From: Boris Ostrovsky <boris.ostrovsky@oracle.com>
To: Dongli Zhang <dongli.zhang@oracle.com>,
	xen-devel@lists.xenproject.org, x86@kernel.org
Cc: jgross@suse.com, sstabellini@kernel.org, tglx@linutronix.de,
	mingo@redhat.com, bp@alien8.de, dave.hansen@linux.intel.com,
	hpa@zytor.com, joe.jin@oracle.com, linux-kernel@vger.kernel.org
Subject: Re: [PATCH v2 1/1] xen: delay xen_hvm_init_time_ops() if kdump is boot on vcpu>=32
Date: Fri, 5 Nov 2021 16:41:16 -0400	[thread overview]
Message-ID: <a891e4f6-9832-8335-2cf8-e494f8703fb7@oracle.com> (raw)
In-Reply-To: <fe6d7aaf-97b5-dfa2-75e5-1a072f4aac92@oracle.com>

On 11/4/21 1:59 PM, Dongli Zhang wrote:
> Hi Boris,
>
> On 11/1/21 10:34 AM, Boris Ostrovsky wrote:
>> On 10/27/21 9:25 PM, Dongli Zhang wrote:
>>> The sched_clock() can be used very early since
>>> commit 857baa87b642 ("sched/clock: Enable sched clock early").
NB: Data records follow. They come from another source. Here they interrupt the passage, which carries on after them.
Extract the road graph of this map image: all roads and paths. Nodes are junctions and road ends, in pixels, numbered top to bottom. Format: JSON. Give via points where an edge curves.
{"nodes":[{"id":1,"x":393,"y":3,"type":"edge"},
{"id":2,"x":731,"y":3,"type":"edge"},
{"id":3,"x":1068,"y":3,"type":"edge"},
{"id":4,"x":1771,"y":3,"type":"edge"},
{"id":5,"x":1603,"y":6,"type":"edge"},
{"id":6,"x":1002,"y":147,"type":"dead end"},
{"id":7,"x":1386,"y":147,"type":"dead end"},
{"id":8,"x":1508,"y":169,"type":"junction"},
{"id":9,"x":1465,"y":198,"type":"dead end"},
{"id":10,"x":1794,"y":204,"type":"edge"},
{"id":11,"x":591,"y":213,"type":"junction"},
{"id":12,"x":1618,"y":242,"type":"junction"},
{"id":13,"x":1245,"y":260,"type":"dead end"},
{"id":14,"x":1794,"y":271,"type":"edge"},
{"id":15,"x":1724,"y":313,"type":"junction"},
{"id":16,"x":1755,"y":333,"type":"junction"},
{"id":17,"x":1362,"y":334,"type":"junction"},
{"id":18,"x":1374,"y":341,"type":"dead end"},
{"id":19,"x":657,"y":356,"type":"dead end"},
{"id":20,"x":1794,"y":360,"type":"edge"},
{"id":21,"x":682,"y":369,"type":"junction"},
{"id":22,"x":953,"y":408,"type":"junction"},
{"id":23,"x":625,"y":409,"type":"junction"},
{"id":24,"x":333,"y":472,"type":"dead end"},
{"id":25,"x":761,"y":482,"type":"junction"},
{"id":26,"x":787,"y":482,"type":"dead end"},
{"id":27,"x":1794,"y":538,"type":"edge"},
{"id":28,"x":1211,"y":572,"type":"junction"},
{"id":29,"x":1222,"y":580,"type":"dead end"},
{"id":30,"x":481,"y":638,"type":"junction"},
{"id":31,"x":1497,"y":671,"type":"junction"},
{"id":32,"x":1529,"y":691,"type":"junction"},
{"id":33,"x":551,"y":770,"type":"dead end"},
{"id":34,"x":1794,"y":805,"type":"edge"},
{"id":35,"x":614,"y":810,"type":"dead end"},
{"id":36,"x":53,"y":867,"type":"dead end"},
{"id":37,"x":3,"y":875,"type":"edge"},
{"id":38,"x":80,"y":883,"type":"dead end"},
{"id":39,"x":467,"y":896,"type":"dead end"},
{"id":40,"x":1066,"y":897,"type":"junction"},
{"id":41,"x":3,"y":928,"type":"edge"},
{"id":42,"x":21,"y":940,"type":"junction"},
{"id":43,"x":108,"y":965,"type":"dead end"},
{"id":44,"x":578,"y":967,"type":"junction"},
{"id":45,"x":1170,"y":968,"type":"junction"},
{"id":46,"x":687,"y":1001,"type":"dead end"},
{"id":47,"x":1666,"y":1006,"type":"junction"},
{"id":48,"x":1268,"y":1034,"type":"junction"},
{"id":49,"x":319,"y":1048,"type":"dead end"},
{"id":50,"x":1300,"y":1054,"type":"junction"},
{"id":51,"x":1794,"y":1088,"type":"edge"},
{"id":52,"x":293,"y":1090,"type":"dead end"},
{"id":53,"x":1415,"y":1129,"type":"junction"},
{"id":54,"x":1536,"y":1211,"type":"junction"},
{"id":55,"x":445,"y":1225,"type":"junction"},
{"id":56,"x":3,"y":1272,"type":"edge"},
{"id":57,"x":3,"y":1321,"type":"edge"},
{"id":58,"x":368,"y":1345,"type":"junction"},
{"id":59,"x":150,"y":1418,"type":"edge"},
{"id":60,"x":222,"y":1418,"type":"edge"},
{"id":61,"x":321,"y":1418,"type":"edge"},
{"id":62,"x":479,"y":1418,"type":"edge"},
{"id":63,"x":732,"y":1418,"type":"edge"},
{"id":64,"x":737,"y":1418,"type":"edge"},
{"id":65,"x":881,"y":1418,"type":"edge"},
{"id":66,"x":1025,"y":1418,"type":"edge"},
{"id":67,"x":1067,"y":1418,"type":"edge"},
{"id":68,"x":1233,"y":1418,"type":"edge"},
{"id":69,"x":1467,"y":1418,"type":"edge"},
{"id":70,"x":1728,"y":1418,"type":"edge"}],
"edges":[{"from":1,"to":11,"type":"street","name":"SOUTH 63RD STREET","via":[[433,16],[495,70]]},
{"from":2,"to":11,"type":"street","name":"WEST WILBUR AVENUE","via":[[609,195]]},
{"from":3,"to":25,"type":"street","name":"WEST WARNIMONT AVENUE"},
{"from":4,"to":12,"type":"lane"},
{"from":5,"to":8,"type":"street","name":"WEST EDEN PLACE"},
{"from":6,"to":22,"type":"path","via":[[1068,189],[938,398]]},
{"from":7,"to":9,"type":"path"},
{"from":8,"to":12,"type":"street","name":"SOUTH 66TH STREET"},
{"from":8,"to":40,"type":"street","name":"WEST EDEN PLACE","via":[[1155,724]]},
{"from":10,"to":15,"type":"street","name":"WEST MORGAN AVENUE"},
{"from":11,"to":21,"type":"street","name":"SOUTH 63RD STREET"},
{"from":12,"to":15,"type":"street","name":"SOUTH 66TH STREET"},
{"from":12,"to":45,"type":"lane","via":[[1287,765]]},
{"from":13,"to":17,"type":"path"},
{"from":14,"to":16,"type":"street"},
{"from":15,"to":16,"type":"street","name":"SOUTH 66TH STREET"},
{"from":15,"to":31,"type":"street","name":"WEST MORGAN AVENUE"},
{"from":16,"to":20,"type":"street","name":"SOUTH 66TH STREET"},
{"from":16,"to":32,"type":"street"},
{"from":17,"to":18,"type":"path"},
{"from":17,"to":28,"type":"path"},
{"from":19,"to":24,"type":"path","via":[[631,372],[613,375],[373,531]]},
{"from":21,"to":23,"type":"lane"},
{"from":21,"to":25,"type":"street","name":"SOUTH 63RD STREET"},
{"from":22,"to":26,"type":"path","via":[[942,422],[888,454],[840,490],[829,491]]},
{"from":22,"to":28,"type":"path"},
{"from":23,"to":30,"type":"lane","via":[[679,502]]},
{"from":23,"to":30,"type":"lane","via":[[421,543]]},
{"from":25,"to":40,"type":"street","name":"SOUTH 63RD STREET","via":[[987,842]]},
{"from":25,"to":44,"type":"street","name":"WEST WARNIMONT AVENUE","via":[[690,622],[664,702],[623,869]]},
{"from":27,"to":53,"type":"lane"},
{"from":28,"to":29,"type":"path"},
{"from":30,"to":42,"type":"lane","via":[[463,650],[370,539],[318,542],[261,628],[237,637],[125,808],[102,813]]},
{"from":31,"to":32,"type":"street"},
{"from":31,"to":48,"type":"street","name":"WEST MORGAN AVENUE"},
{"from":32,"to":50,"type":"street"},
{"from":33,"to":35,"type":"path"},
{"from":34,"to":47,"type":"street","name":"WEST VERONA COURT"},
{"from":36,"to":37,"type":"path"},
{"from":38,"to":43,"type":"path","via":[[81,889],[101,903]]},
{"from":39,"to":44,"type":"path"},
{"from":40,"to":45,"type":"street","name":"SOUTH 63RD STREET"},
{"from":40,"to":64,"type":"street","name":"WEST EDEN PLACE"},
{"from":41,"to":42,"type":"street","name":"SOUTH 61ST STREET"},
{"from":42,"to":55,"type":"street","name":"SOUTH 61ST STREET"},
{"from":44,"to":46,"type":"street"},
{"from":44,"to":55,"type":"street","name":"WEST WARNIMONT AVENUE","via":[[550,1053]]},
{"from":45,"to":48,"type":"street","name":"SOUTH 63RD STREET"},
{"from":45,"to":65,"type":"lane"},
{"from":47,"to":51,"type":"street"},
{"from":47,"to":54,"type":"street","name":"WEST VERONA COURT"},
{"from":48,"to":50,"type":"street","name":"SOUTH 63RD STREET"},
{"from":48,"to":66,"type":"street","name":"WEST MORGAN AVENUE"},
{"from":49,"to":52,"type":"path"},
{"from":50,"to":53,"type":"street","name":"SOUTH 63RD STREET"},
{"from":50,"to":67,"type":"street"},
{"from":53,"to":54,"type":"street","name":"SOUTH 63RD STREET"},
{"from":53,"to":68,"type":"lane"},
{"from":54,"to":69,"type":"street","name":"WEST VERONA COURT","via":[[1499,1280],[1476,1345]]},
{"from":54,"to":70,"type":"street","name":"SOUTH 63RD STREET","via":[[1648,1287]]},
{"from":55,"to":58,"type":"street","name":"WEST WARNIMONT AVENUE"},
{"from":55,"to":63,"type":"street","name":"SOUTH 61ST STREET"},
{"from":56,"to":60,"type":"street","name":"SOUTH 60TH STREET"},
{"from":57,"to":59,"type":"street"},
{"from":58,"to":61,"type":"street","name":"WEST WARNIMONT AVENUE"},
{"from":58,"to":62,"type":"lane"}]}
In addition,
>>> with commit 38669ba205d1 ("x86/xen/time: Output xen sched_clock time from
>>> 0"), kdump kernel in Xen HVM guest may panic at very early stage when
>>> accessing &__this_cpu_read(xen_vcpu)->time as in below:
>>>
>>> setup_arch()
>>>    -> init_hypervisor_platform()
>>>        -> x86_init.hyper.init_platform = xen_hvm_guest_init()
>>>            -> xen_hvm_init_time_ops()
>>>                -> xen_clocksource_read()
>>>                    -> src = &__this_cpu_read(xen_vcpu)->time;
>>>
>>> This is because Xen HVM supports at most MAX_VIRT_CPUS=32 'vcpu_info'
>>> embedded inside 'shared_info' during early stage until xen_vcpu_setup() is
>>> used to allocate/relocate 'vcpu_info' for boot cpu at arbitrary address.
>>>
>>> However, when Xen HVM guest panic on vcpu >= 32, since
>>> xen_vcpu_info_reset(0) would set per_cpu(xen_vcpu, cpu) = NULL when
>>> vcpu >= 32, xen_clocksource_read() on vcpu >= 32 would panic.
>>>
>>> This patch delays xen_hvm_init_time_ops() to later in
>>> xen_hvm_smp_prepare_boot_cpu() after the 'vcpu_info' for boot vcpu is
>>> registered when the boot vcpu is >= 32.
>>>
>>> Another option is to always delay xen_hvm_init_time_ops() for any vcpus
>>> (including vcpu=0). Since to delay xen_hvm_init_time_ops() may lead to
>>> clock backward issue,
>>
>> This is referring to
>> https://lists.xenproject.org/archives/html/xen-devel/2021-10/msg01516.html I
>> assume?
> No.
>
> So far there are clock forward (e.g., from 0 to 65345) issue and clock backward
> issue (e.g., from 2.432 to 0).
>
> The clock forward issue can be resolved by above link to enforce clock update
> during vcpu info registration. However, so far I am only able to reproduce clock
> forward when "taskset -c 33 echo c > /proc/sysrq-trigger".
>
> That is, I am not able to see any clock forward drift during regular boot (on
> CPU=0), without the fix at hypervisor side.
>
> The clock backward issue is because the native clock source is used if we delay
> the initialization of xen clock source. We will see a backward when the source
> is switched from native to xen.
>
>>
>>>    it is preferred to avoid that for regular boot (The
>>> pv_sched_clock=native_sched_clock() is used at the very beginning until
>>> xen_sched_clock() is registered). That requires to adjust
>>> xen_sched_clock_offset. That's why we only delay xen_hvm_init_time_ops()
>>> for vcpu>=32.
>>
>> We delay only on VCPU>=32 because we want to avoid the clock going backwards due
>> to hypervisor problem pointed to be the link above, not because we need to
>> adjust xen_sched_clock_offset (which we could if we wanted).
> I will add that.
>
> Just to clarify that so far I am not able to reproduce the clock backward issue
> during regular boot (on CPU=0), when the fix is not available at hypervisor side.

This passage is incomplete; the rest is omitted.